Fujitsu has received a request from the Japanese National Institute for Advanced Industrial Science and Technology (AIST) to develop a new ABCI supercomputer, so that the new system is scheduled to be launched during fiscal year 2021.

The institute’s Kashiwa Center is supposed to be home to the latest supercomputer system from the Japanese company.

Industry, government and academia are preparing to use the supercomputer to accelerate research and development in artificial intelligence.

The new system features 120 Fujitsu Primergy GX2570 servers and 11.2 petabytes of storage space, two third-generation Intel Xeon Scalable processors, and eight high-end NVIDIA A100 graphics processors.

This supercomputer is being used with the ABCI system developed by Fujitsu, which was launched in August 2018.

Startups and general electrical device manufacturers have since been using the ABCI system to tackle AI.

Fujitsu said: AIST has submitted an application for a new ABCI system that connects to AI to enhance the existing ABCI system, combining a high-performance computing system with a mass storage system.

The new supercomputer comes in response to the rapidly growing demand for research and development in artificial intelligence in industry, government and academia.

The theoretical peak of half-minute floating point operations, an important benchmark in AI, is expected to reach 300 petaflops.

While double precision floating point operations, which are mainly used in the field of traditional simulation, are expected to be 19.3 petaflops.
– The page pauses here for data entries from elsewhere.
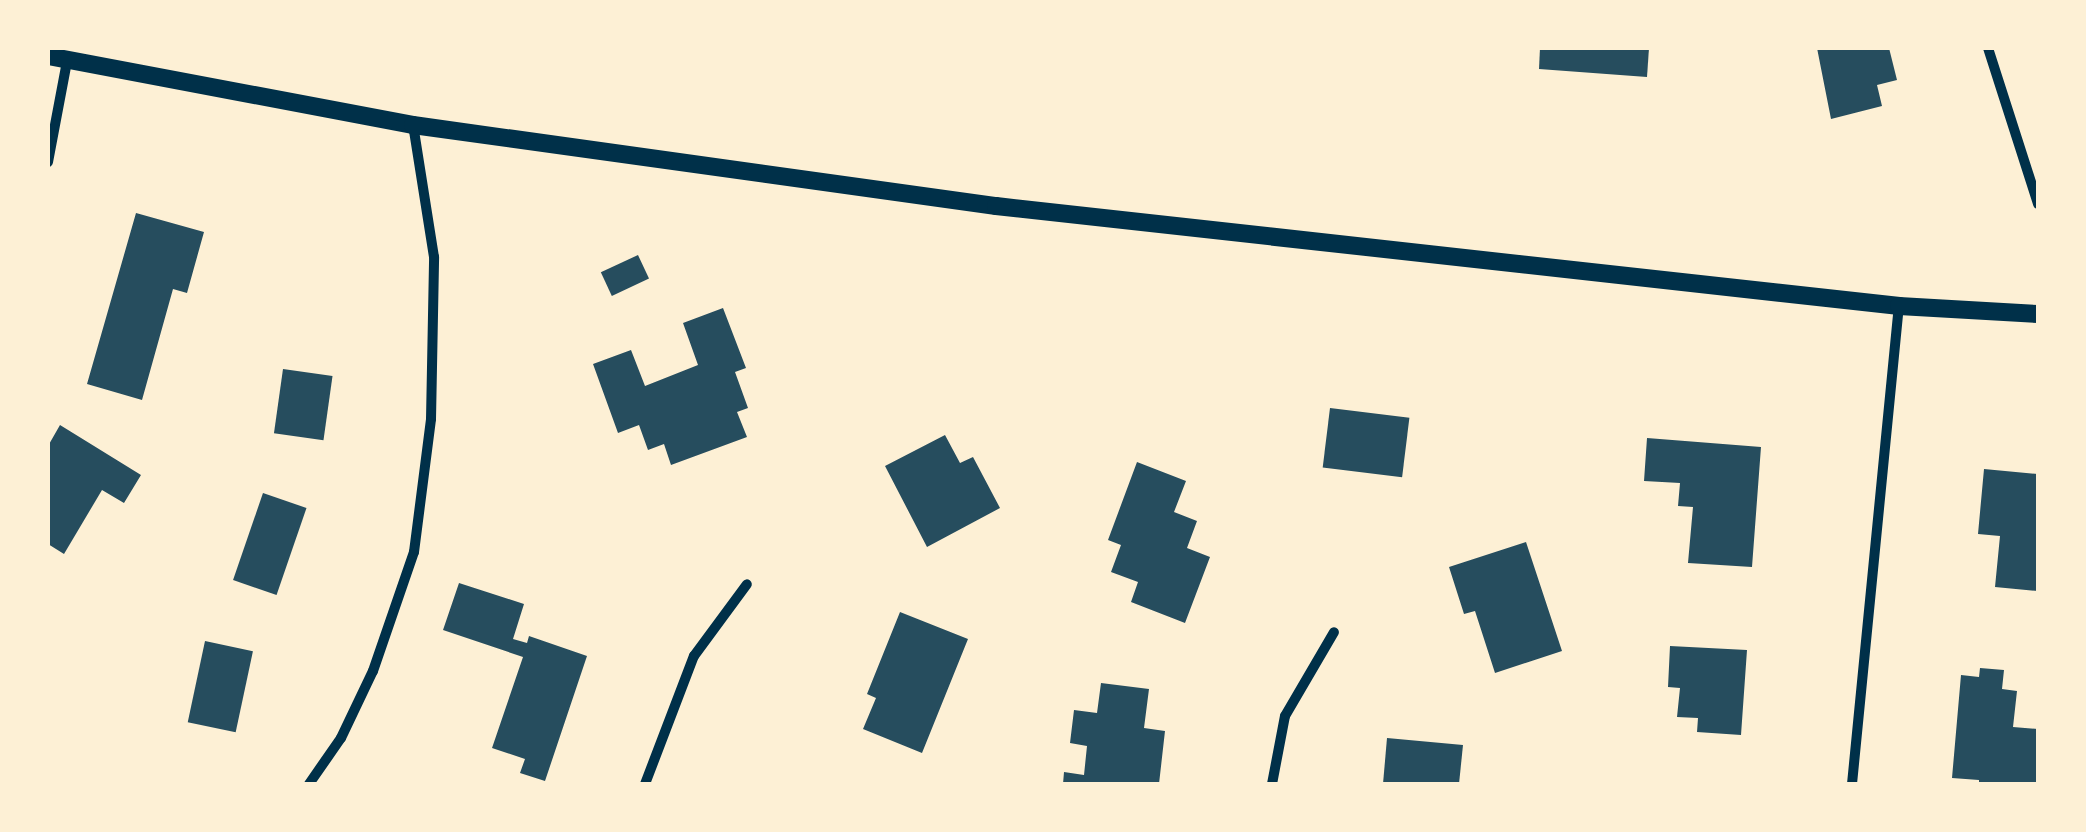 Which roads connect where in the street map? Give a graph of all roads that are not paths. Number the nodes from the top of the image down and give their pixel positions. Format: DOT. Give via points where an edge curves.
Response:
graph roads {
  1 [pos="1988,48"];
  2 [pos="48,56"];
  3 [pos="67,60"];
  4 [pos="413,125"];
  5 [pos="48,162"];
  6 [pos="2038,204"];
  7 [pos="1899,306"];
  8 [pos="2038,314"];
  9 [pos="747,584"];
  10 [pos="1334,632"];
  11 [pos="309,784"];
  12 [pos="645,784"];
  13 [pos="1272,784"];
  14 [pos="1852,784"];
  1 -- 6 [label="street"];
  2 -- 3 [label="street"];
  3 -- 4 [label="street"];
  3 -- 5 [label="street"];
  4 -- 7 [label="street" via="996,206"];
  4 -- 11 [label="street" via="434,257 431,418 414,552 372,671 341,738"];
  7 -- 8 [label="street"];
  7 -- 14 [label="street"];
  9 -- 12 [label="street" via="694,656"];
  10 -- 13 [label="street" via="1285,716"];
}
Fujitsu added that it expects the system, when combined with its computational capability with ABCI, to be able to deliver 850 petaflops for half-minute floating point operations, as well as 56.7 petaflops for double-precision floating-point operations.

“Fujitsu continues to play a central role in advancing AI research in Japan through its participation in the ABCI project with AIST,” the Japanese company said.

Fujitsu announced last week that Tokyo Medical and Dental University TMDU used its Fugaku supercomputer to analyze cancer genes in less than a day, instead of months.

Fugaku was jointly developed by the Japan Scientific Research Institute and Fujitsu, and researchers in Japan have used it for a variety of purposes, including helping the country fight COVID-19.